As is now tradition, a Mumsnet user asked the Labour leader what his favourite biscuit is.
Corbyn replied that he was “totally anti-sugar” but “if forced” he would have a shortbread.
His claim to be “anti-sugar” perplexed some Twitter users, who wondered how he reconciled that with his hobby of making jam.
Corbyn is not the first politician to be mocked for his answer to the biscuit question.
Last year, Labour leadership contender Andy Burnham caused a collective rolling of eyes when he tried to use his answer to establish his Northern credentials.
It was not just his choice of sweet treats which Corbyn was quizzed over, and the Labour was also asked to clarify his view of whether prostitution should be legal.
In March this year Corbyn argued that the sex industry should be decriminalised, telling an event at Goldsmiths University: “I don’t want people to be criminalised. I want to be [in] a society where we don’t automatically criminalise people.
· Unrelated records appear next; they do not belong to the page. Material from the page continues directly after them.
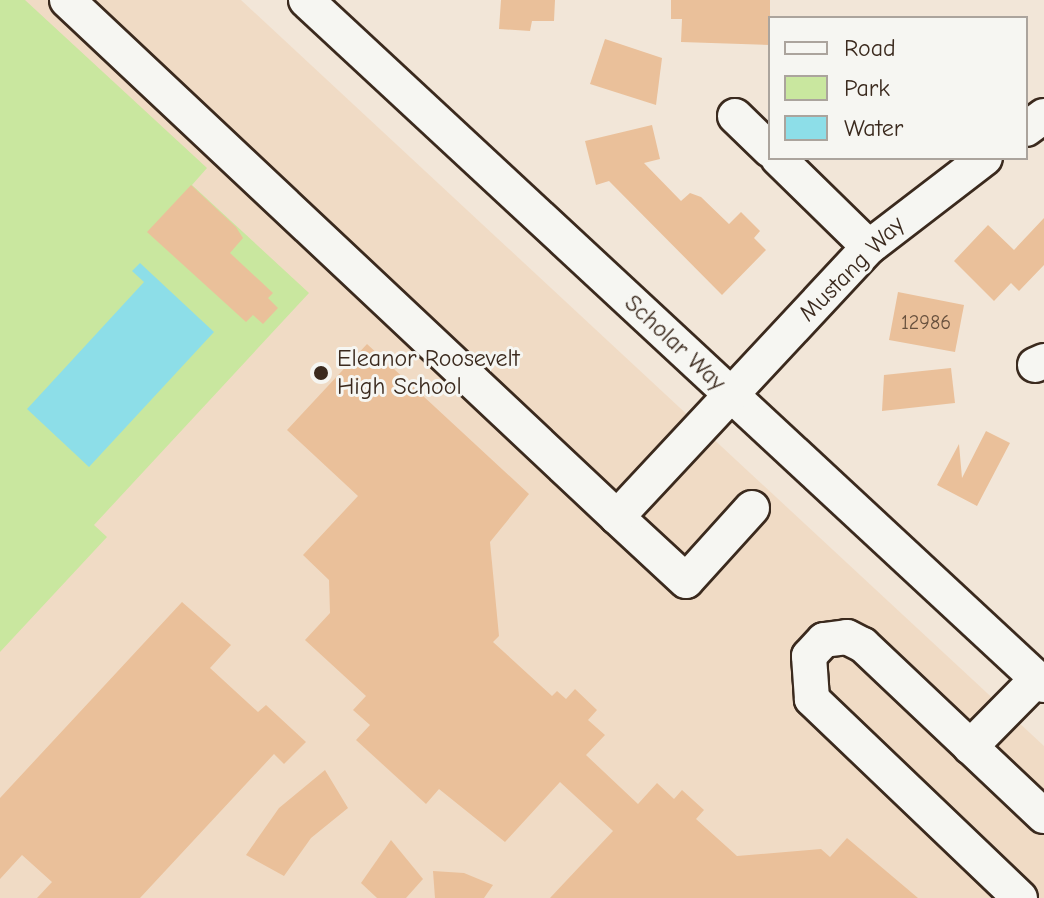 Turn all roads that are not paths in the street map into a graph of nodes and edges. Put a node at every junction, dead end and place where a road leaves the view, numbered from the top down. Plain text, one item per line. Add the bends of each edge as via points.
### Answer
1 (67, 0) edge
2 (306, 0) edge
3 (735, 116) dead end
4 (768, 148) edge
5 (780, 160) edge
6 (982, 160) edge
7 (869, 247) junction
8 (731, 395) junction
9 (752, 508) dead end
10 (617, 517) junction
11 (1041, 682) edge
12 (970, 747) junction
13 (1044, 816) edge
14 (1020, 898) edge

1 - 10 street
2 - 8 street, Scholar Way
3 - 4 street
5 - 7 street
6 - 7 street, Mustang Way
7 - 8 street, Mustang Way
8 - 10 street, Mustang Way
8 - 11 street, Scholar Way
9 - 10 street via 686,581
11 - 12 street
12 - 13 street
12 - 14 street via 863,645 847,637 824,640 809,656 812,699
Let’s do things a bit differently and in a bit more civilised way.”
This afternoon, one Mumsnet user said she found “it hard to reconcile this with being a woman and a feminist.”
Corbyn replied: “I have voiced my support for decriminalisation in the past, motivated by not wanting those engaged in prostitution to become criminals, but I recognise there are a range of passionately-held views by those currently in sex work, and those such as Raestory, who identify themselves as survivors, by campaigners, and women’s rights activists. All these people have women’s interests and equality at heart. Where we can agree is that women in prostitution and sex work should not be criminalised or stigmatised, and have their human and citizen rights protected, and have access to the support of social, health, public services and justice. This is no less than all women deserve.”
The Labour leader also revealed his favourite book is the James Joyce classic “Ulysses, on the grounds that it’s very hard to understand the first time and doesn’t get much easier on the third or fourth reading of it.”